Adauto Damásio1
Nasci em Valinhos, aqui sempre vivi e aqui sempre paguei meus impostos. Planto tâmaras. No deserto.
Valinhos abordou o tema da educação pública municipal pelo “olhar” da assistência social desde os primórdios da municipalização do ensino, nos anos 90 do século XX. Em função dessa abordagem cultural, também uma opção política de todas as gestões públicas até hoje, o amadorismo, o clientelismo e o provincianismo são características das práticas administrativas e pedagógicas da Secretaria da Educação do município. Essas práticas sempre resultaram em avaliações insatisfatórias nos exames externos, em especial na composição que resulta no Índice de Desenvolvimento da Educação Básica (IDEB).
Tal abordagem sobre o ensino público municipal sempre foi rigorosamente consonante com o espírito privatista da mentalidade de suas elites proprietárias: em Valinhos, educação, saúde, cultura e lazer são valorizados em espaços particulares. O “público” é para os pobres que não conseguem pagar serviços particulares, segundo a mentalidade vigente. Morar em bairros abertos é para os pobres e para a classe média baixa; os condomínios são para a classe média alta e para os ricos. Não é coincidência a instalação de inúmeras escolas particulares de Ensino Básico de altíssimo padrão no município.

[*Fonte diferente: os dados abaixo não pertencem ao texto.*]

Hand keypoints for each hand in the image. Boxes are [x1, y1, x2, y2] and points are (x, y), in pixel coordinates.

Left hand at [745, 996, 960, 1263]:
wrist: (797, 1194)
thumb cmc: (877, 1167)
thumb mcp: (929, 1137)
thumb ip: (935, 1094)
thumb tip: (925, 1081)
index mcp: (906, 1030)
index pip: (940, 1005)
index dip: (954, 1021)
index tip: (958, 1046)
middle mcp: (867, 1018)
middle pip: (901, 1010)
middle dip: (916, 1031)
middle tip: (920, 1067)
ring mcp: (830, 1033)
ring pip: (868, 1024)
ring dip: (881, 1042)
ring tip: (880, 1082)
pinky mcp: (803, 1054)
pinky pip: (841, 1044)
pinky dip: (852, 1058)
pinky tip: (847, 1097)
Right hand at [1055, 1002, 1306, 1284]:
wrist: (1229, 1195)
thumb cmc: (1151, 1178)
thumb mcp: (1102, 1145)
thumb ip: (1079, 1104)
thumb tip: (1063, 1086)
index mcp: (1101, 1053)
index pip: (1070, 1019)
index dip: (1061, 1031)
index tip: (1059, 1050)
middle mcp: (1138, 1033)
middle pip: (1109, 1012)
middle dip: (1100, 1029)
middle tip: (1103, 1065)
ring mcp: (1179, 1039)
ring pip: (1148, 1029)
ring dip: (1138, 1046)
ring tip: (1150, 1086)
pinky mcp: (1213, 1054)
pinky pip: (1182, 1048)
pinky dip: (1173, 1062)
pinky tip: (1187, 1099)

Em consequência dessas práticas e dessa mentalidade, o corpo de profissionais da educação pública municipal foi desvalorizado nos últimos anos e passaram a ocorrer inúmeras exonerações do cargo de professor. Mestres e doutores foram (e continuam indo) para outras redes de ensino, tais como Vinhedo, Campinas e Paulínia, pois em vários municípios da Região Metropolitana de Campinas, a remuneração para esses profissionais é maior. Vários professores da Rede Municipal de Valinhos estão apenas aguardando serem convocados em outros concursos públicos das cidades da região para pedirem exoneração do cargo em Valinhos. O argumento é liberal e estamos nos referindo a lei da oferta e da procura: os professores mais gabaritados, com melhor formação, raramente ficam na rede municipal de Valinhos. Bons profissionais continuam a trabalhar nessa rede pública por outras conveniências particulares.

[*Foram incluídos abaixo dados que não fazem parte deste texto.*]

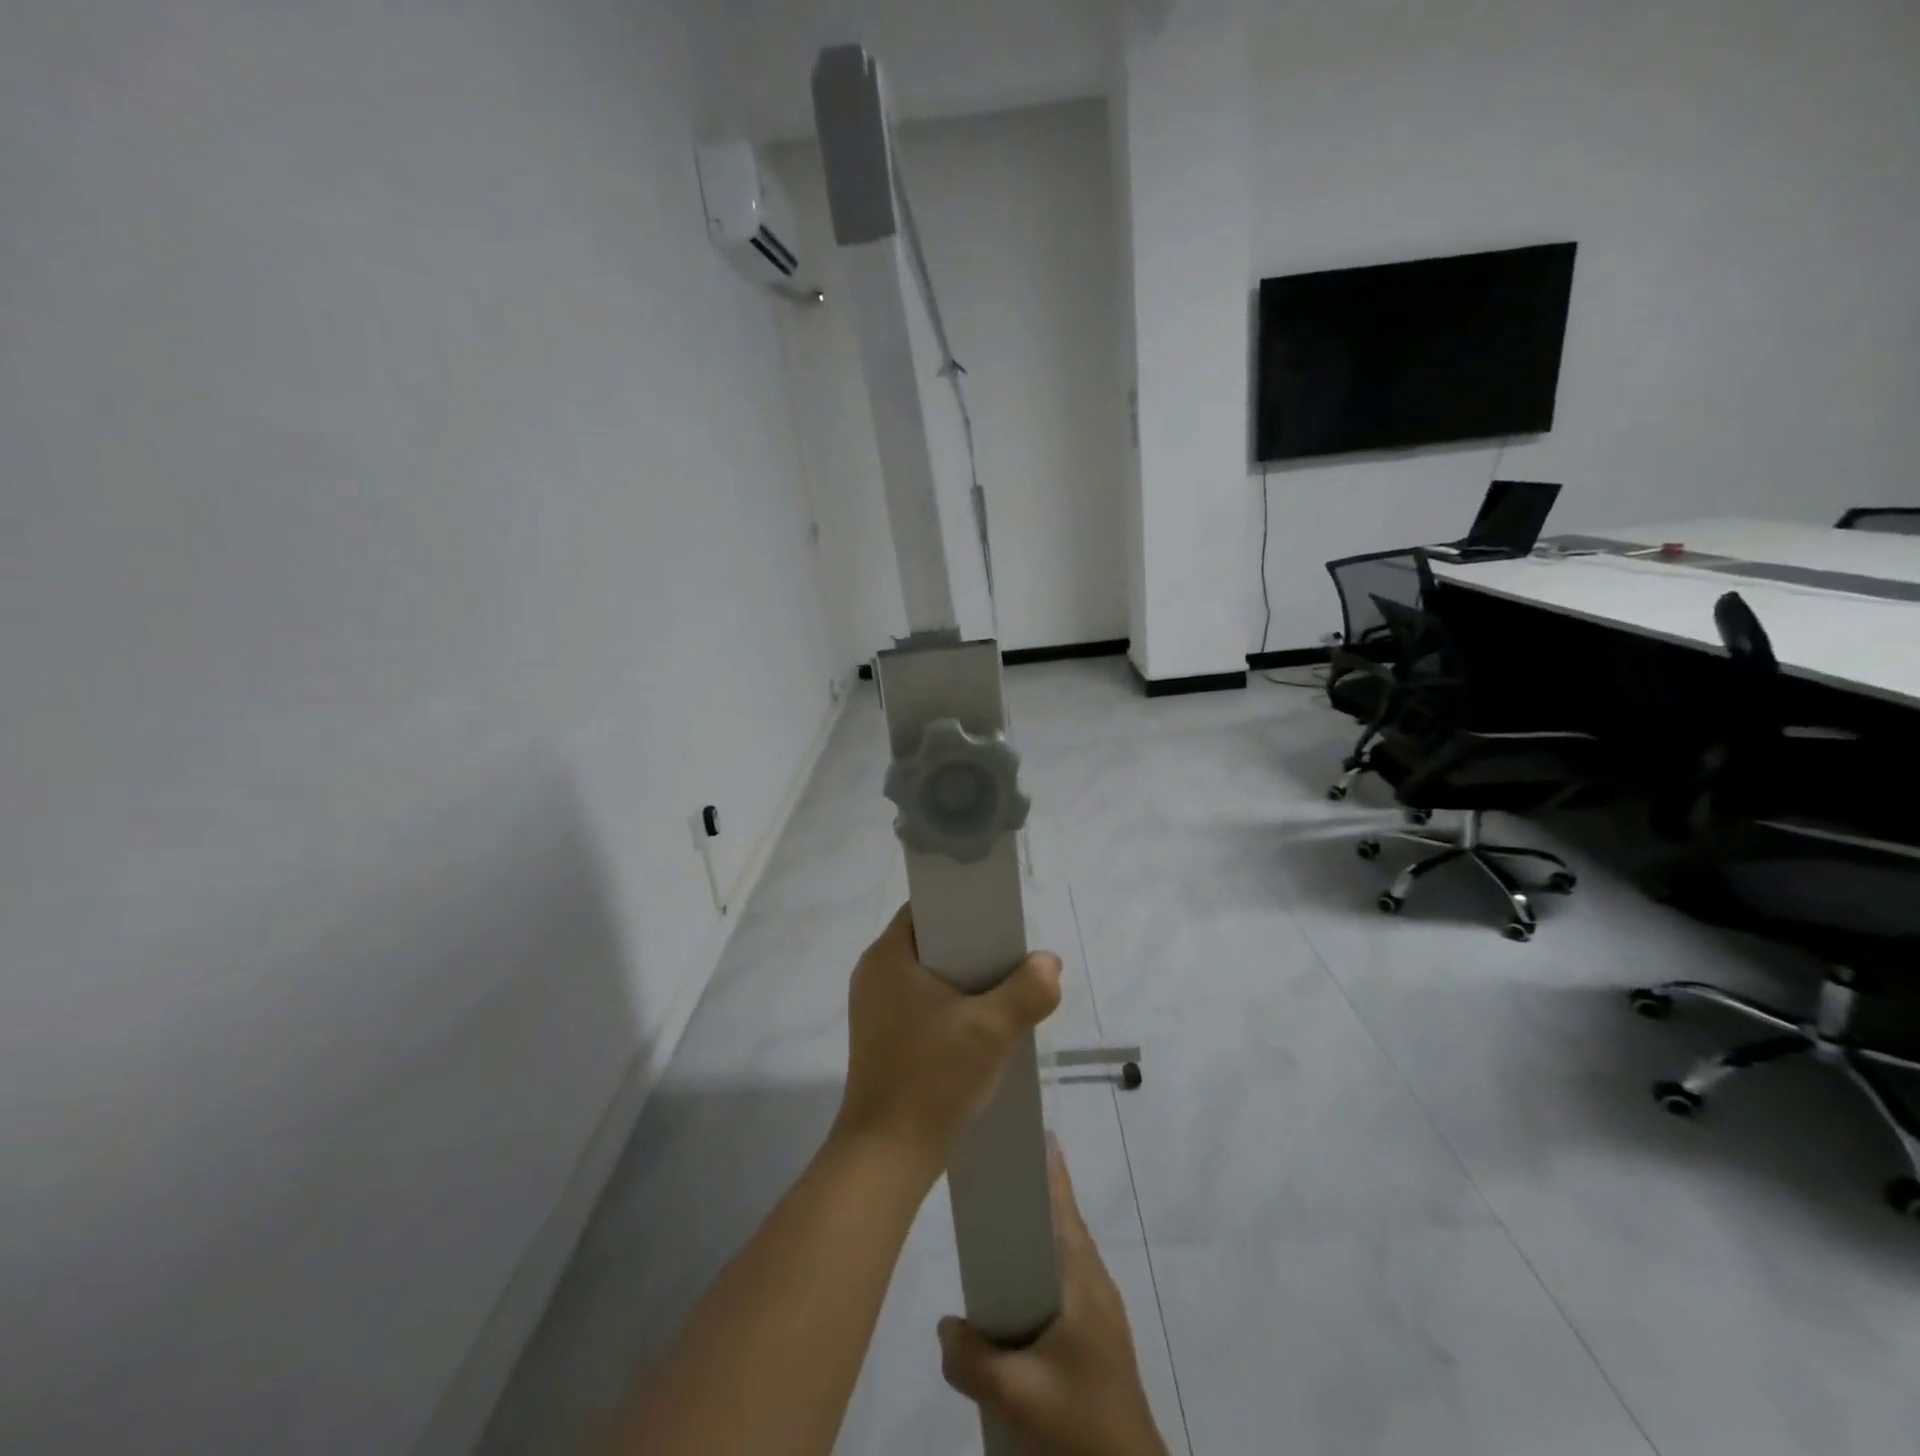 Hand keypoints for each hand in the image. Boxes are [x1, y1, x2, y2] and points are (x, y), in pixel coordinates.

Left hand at [833, 904, 1061, 1171]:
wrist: (886, 1157)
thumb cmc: (932, 1079)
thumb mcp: (991, 1031)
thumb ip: (1028, 990)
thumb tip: (1048, 963)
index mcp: (887, 955)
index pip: (929, 908)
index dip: (967, 908)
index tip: (1002, 923)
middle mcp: (874, 973)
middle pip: (933, 941)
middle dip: (975, 949)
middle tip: (1013, 961)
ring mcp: (874, 1007)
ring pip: (930, 975)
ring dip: (966, 982)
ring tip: (1004, 993)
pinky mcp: (882, 1036)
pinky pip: (922, 1003)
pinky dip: (951, 1007)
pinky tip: (980, 1027)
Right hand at [936, 1141, 1168, 1455]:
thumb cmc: (1081, 1421)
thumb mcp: (1017, 1395)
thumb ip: (972, 1359)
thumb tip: (945, 1326)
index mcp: (1082, 1277)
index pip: (1063, 1205)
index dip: (1047, 1168)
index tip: (1028, 1132)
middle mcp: (1093, 1281)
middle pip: (1058, 1224)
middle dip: (1027, 1200)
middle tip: (989, 1182)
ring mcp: (1098, 1309)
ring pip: (1058, 1258)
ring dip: (1029, 1242)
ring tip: (989, 1238)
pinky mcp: (1095, 1336)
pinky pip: (1059, 1287)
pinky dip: (1033, 1277)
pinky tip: (1008, 1301)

A Secretaria da Educação de Valinhos sempre foi um espaço onde o poder do clientelismo político esteve presente, para além do amadorismo e do provincianismo. Pasmem, na pontuação de professores da rede municipal de Valinhos não há diferenciação entre artigos e livros publicados, não são levados em consideração cursos feitos pelos professores fora do país (inclusive para professores de inglês!!!), existem limites para apresentação de certificados de cursos feitos, mestrados e doutorados são desvalorizados, experiência profissional total nunca foi levada em consideração, o corporativismo abunda em todas as normas internas e muitos profissionais da educação de altíssima qualidade não são selecionados para compor projetos educacionais por não participarem da corte política à prefeitos, secretários, diretores pedagógicos e supervisores.
Assim o IDEB de Valinhos “patina”, como segue:
VALINHOS IDEB – EDUCAÇÃO BÁSICA – ENSINO FUNDAMENTAL
(Fonte: IBGE Cidades)
2021 Anos iniciais Público Municipal = 6,2.
No estado de São Paulo: ranking 238º de 645
No Brasil: ranking 941º de 5.568
Na RMC: 11º de 20
2021 Anos finais Público Municipal = 5,4
No estado de São Paulo: ranking 104º de 645
No Brasil: ranking 416º de 5.568
Na RMC: ranking 10º de 20
O marketing oficial das elites de Valinhos propagandeia a alta qualidade de vida do município, medido pelo seu IDH (Índice de Desenvolvimento Humano) e esconde, propositadamente, o fracasso de seu projeto de educação pública municipal. Centenas de municípios com IDH mais baixo que o de Valinhos possuem índices educacionais públicos municipais mais elevados, como demonstram os dados.
No entanto, as variáveis da história sempre mudam e, recentemente, o rendimento das escolas públicas municipais nas provas externas passou a ter importância no recebimento de impostos pelo município. No estado de São Paulo, foi criado o ICMS Educacional por meio da Lei 424/22. O resumo da lei é simples: municípios que apresentarem melhorias nas provas externas receberão mais recursos das verbas estaduais oriundas do ICMS.
Em Valinhos, município marcado pelas características já mencionadas, o que propõe a gestão pública e a Secretaria da Educação para 2024? Quais são as medidas adotadas para melhoria da aprendizagem dos estudantes no Ensino Fundamental?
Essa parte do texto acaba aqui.